[llvm] [llvm-exegesis] Resolving "snippet crashed while running: Segmentation fault" for Load Instructions (PR #142552)

via llvm-commits llvm-commits at lists.llvm.org
Tue Jun 3 00:31:38 PDT 2025


llvmbot wrote:


<!--LLVM PR SUMMARY COMMENT-->

@llvm/pr-subscribers-tools-llvm-exegesis

Author: Lakshay Kumar (lakshayk-nv)

<details>
<summary>Changes</summary>

We want to support load and store instructions for aarch64 but currently they throw segmentation fault as register are initialized by 0 but load instruction requires register to be loaded with valid memory address. 
This is a WIP patch and not expecting to merging it in current state but to get feedback.

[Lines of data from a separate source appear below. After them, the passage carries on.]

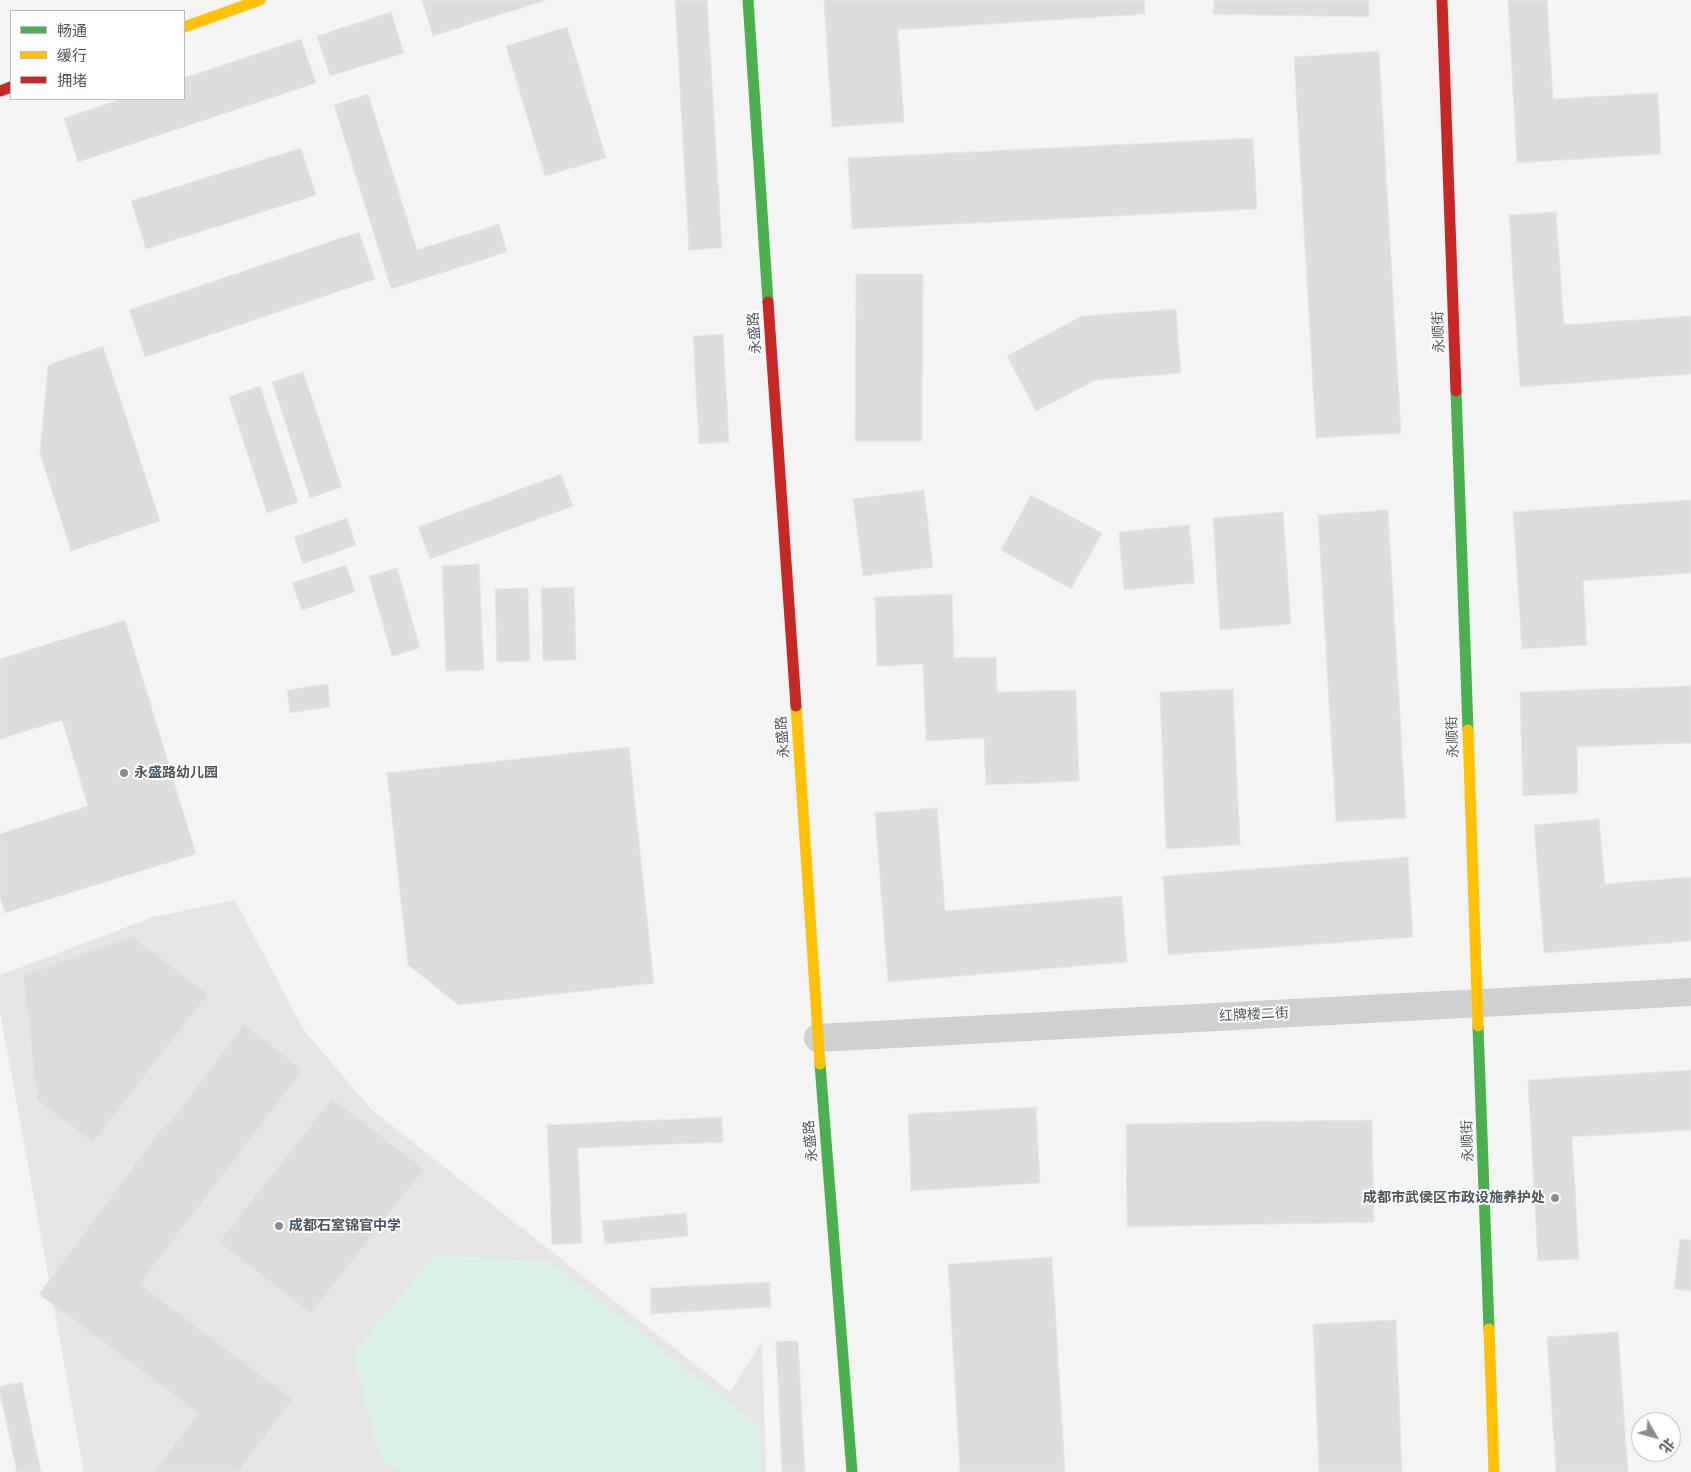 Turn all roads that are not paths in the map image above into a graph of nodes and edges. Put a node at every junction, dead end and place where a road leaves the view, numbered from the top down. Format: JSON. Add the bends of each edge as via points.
{"nodes":[{"id":1,"x":260,"y":0,"type":"edge"},
{"id":2,"x":748,"y":0,"type":"edge"},
{"id":3,"x":1442,"y":0,"type":"edge"},
{"id":4,"x":185,"y":27,"type":"edge"},
{"id":5,"x":1691,"y":992,"type":"edge"},
{"id":6,"x":1478,"y":1003,"type":"junction"},
{"id":7,"x":818,"y":1038,"type":"junction"},
{"id":8,"x":852,"y":1472,"type":"edge"},
{"id":9,"x":1494,"y":1472,"type":"edge"}],
"edges":[{"from":1,"to":4,"type":"street"},
{"from":2,"to":7,"type":"street","name":"永盛路"},
{"from":3,"to":6,"type":"street","name":"永顺街"},
{"from":5,"to":6,"type":"street","name":"红牌楼二街"},
{"from":6,"to":7,"type":"street","name":"红牌楼二街"},
{"from":6,"to":9,"type":"street","name":"永顺街"},
{"from":7,"to":8,"type":"street","name":"永盛路"}]} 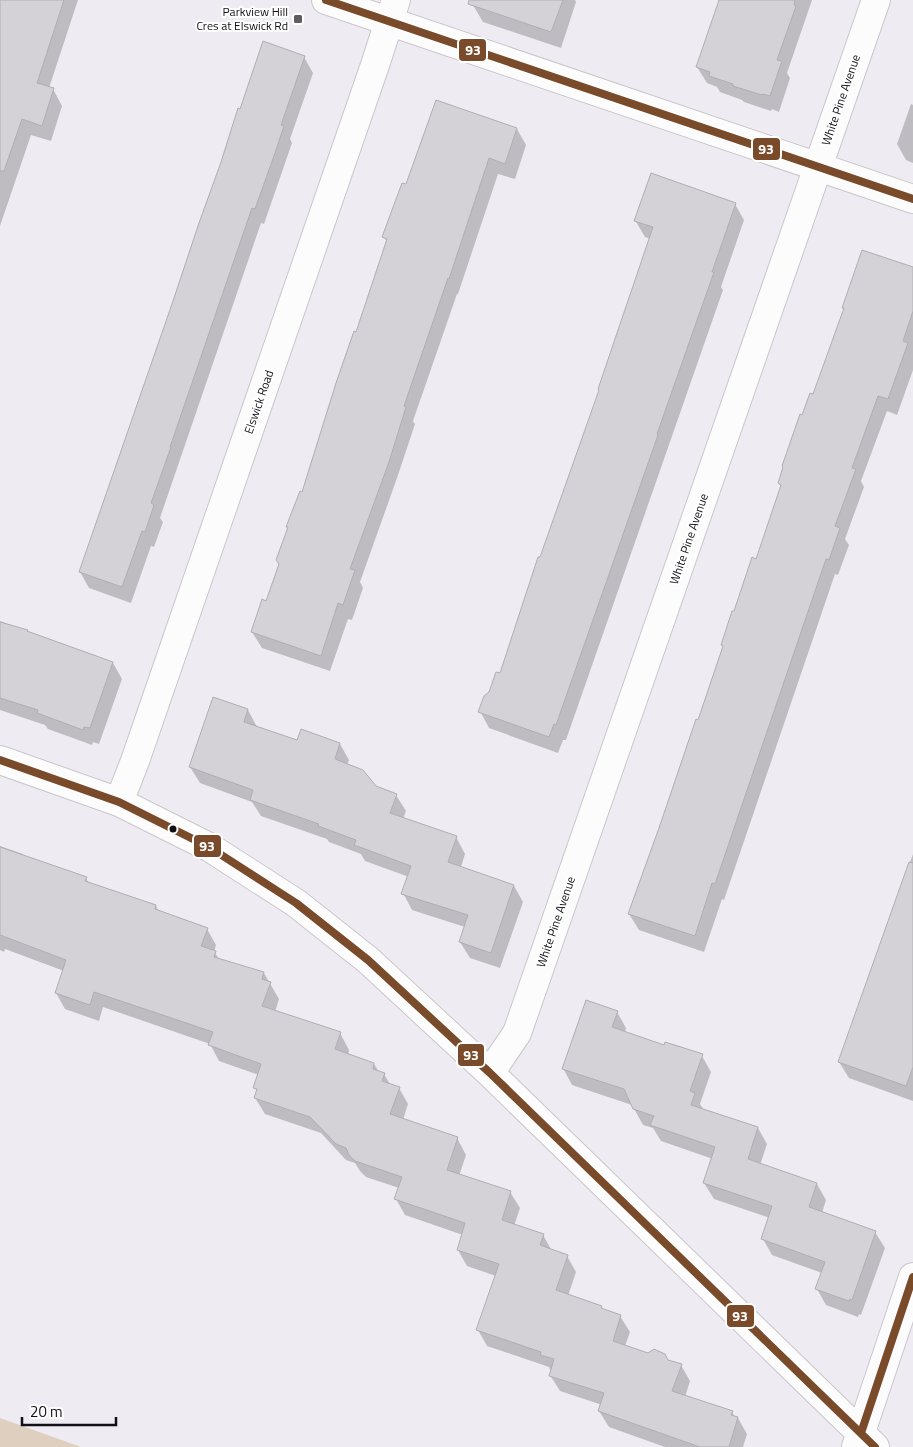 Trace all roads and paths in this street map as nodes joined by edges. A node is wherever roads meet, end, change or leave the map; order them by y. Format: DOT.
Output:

### A. Prerequisite for this is to support `--mode=subprocess` for AArch64.
Adding support for `--mode=subprocess` and Memory Annotation of manual snippet.
- Adding memory setup, required by subprocess for AArch64.
-  Implement Auxiliary memory mmap, manual snippet mmap and `configurePerfCounter()`.
- Functions for syscall generations.

### B.  Load registers requiring memory address
There are possibly two ways to support load instructions (setting registers with valid memory address):-
#### 1. With address to auxiliary mmap:
Generating syscall for aux mmap, save its return value in stack and load required registers with memory address.
Implemented the same, currently. 
##### TODO:  how to differentiate between register requiring address and otherwise ?
For example: LD1B opcode (`ld1b    {z6.b}, p4/z, [x14, x2]`) expects first register to contain address and second having offset value. 
Temporary fix: Init first register queried by instruction to loaded by address and rest by setRegTo as done previously.

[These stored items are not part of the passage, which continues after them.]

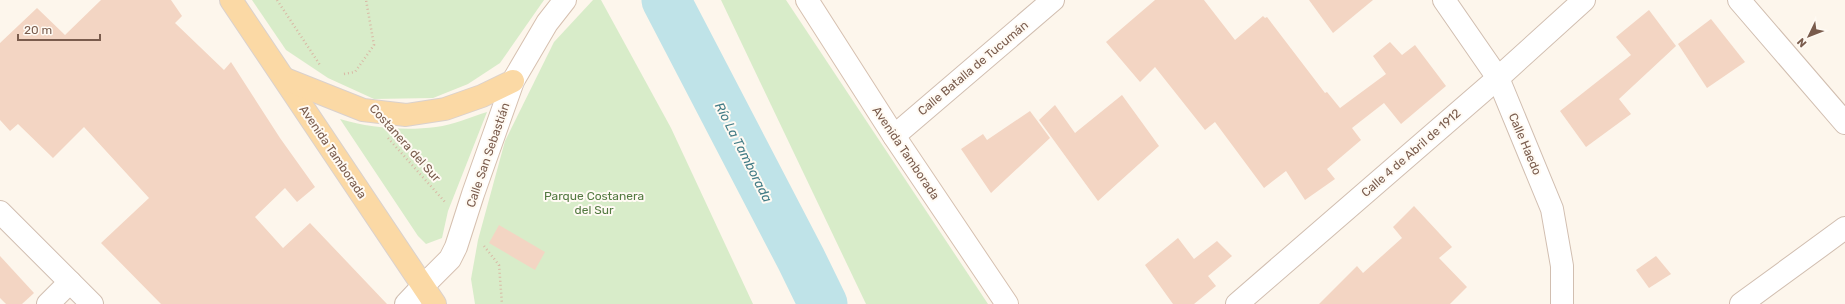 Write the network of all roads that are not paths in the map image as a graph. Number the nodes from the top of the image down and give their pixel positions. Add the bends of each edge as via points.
1 (231, 0) edge
2 (565, 0) edge
3 (806, 0) edge
4 (1053, 0) edge
5 (1444, 0) edge
6 (1584, 0) edge
7 (1739, 0) edge
8 (1498, 78) junction
9 (285, 79) junction
10 (513, 82) junction
11 (1845, 123) edge
12 (894, 136) junction
13 (0, 212) edge
14 (1845, 228) edge
15 (70, 282) junction
16 (423, 286) junction
17 (48, 304) edge
18 (92, 304) edge
19 (406, 304) edge
20 (435, 304) edge
21 (1007, 304) edge
22 (1237, 304) edge
23 (1562, 304) edge
24 (1741, 304) edge

1 - 9 main road, Avenida Tamborada
2 - 10 street, Calle San Sebastián via 547,22
3 - 12 street, Avenida Tamborada
4 - 12 street, Calle Batalla de Tucumán
5 - 8 street, Calle Haedo
6 - 8 street, Calle 4 de Abril de 1912
7 - 11 street
8 - 22 street, Calle 4 de Abril de 1912
8 - 23 street, Calle Haedo via 1552,209 1562,266
9 - 10 main road via 363,110 406,114 445,109
9 - 16 main road, Avenida Tamborada
10 - 16 street, Calle San Sebastián via 450,259
12 - 21 street, Avenida Tamborada
13 - 15 street
14 - 24 street
15 - 17 street
15 - 18 street
16 - 19 street, Calle San Sebastián
16 - 20 main road, Avenida Tamborada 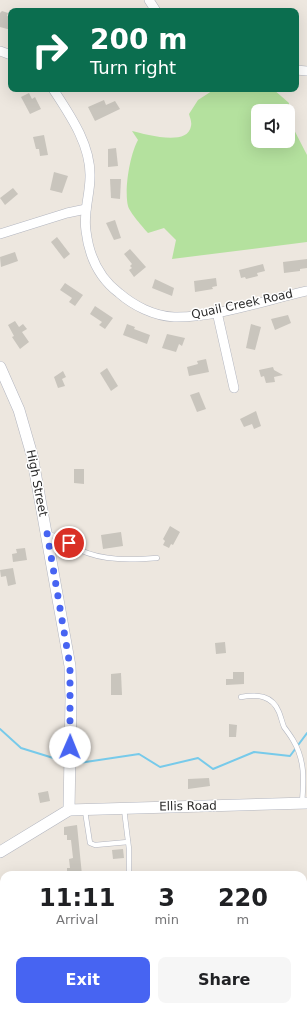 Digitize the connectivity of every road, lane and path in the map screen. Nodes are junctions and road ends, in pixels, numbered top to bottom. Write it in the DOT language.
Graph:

#### 2. Utilize `fillMemoryOperands`
Found `fillMemoryOperands()` used by x86 implementation, seems relevant to init registers required by load instructions.
Implementation for `fillMemoryOperands()`, `getScratchMemoryRegister()` is missing for AArch64.
Firstly, Codeflow check for `IsMemory` (i.e. `OPERAND_MEMORY`) which is not relevant for AArch64. 
Thus, Experimentally added `IsMemory` to OR `mayLoadOrStore`  too (`MCInstrDescView.cpp`)

TODO: Implement `getScratchMemoryRegister()` correctly
- `return MCRegister()` result in register to not be valid and exit with `"Infeasible : target does not support memory instructions"`
- return X14, any hardcode register. Results in illegal instruction is generated: undefined physical register.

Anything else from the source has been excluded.